A visit overseas mattered because one could inspect premises, judge seriousness, meet the proprietor, see the warehouse, assess local conditions and understand whether demand was real or merely talked about. That kind of field judgement is harder to replace than many imagine. Screens are efficient, but they flatten reality.

Prices, competitors and regulations were also less transparent. This could protect margins where a supplier had a good product and a competent representative. It could equally leave firms exposed if they entered a market on poor information. There was no easy universal rule. Some sectors benefited from the opacity. Others suffered from it.

What was gained, and what was lost

Digitisation removed an enormous amount of friction. It reduced clerical drudgery, improved visibility, widened market access and made routine transactions far quicker.

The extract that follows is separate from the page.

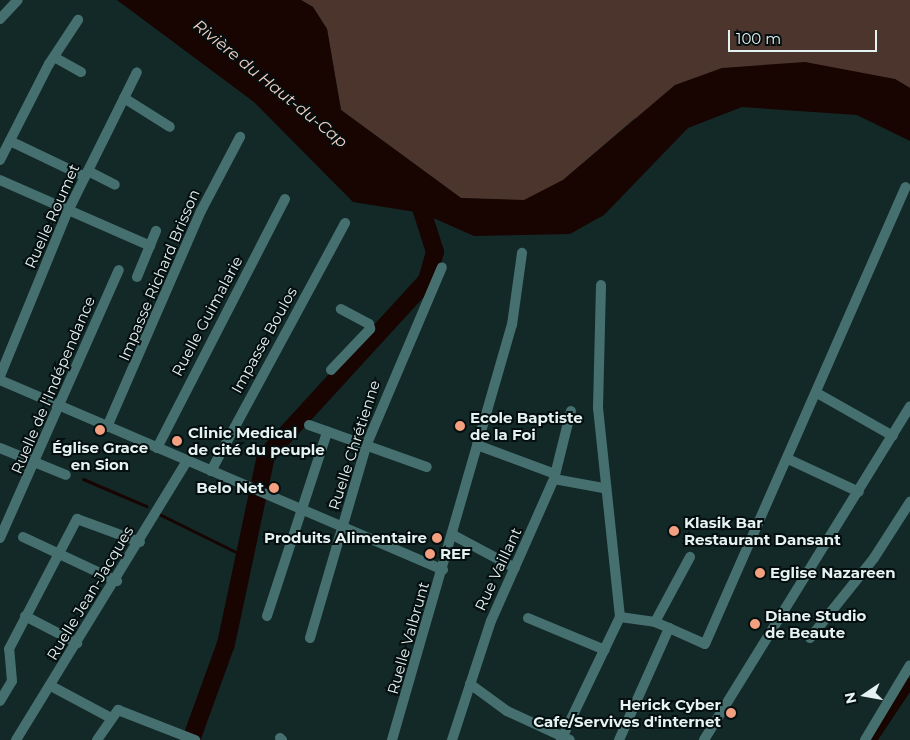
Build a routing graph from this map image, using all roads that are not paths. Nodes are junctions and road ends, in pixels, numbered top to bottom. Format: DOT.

Few sensible exporters would wish to return to the full administrative burden of the paper age.

Even so, something was lost when speed became the default measure of competence. Earlier export work demanded memory, foresight, careful drafting and respect for documentary precision. It also rewarded patience and local understanding. A man or woman who had spent years learning a market, its habits and its hazards possessed an asset that could not be downloaded.

That may be the most useful lesson. Technology changed the mechanics of trade, but it did not abolish the need for judgement. Goods still cross borders subject to law, culture, language, finance and human error. The exporter who remembers that – whether working with a telex machine or a digital dashboard – is usually the one who lasts.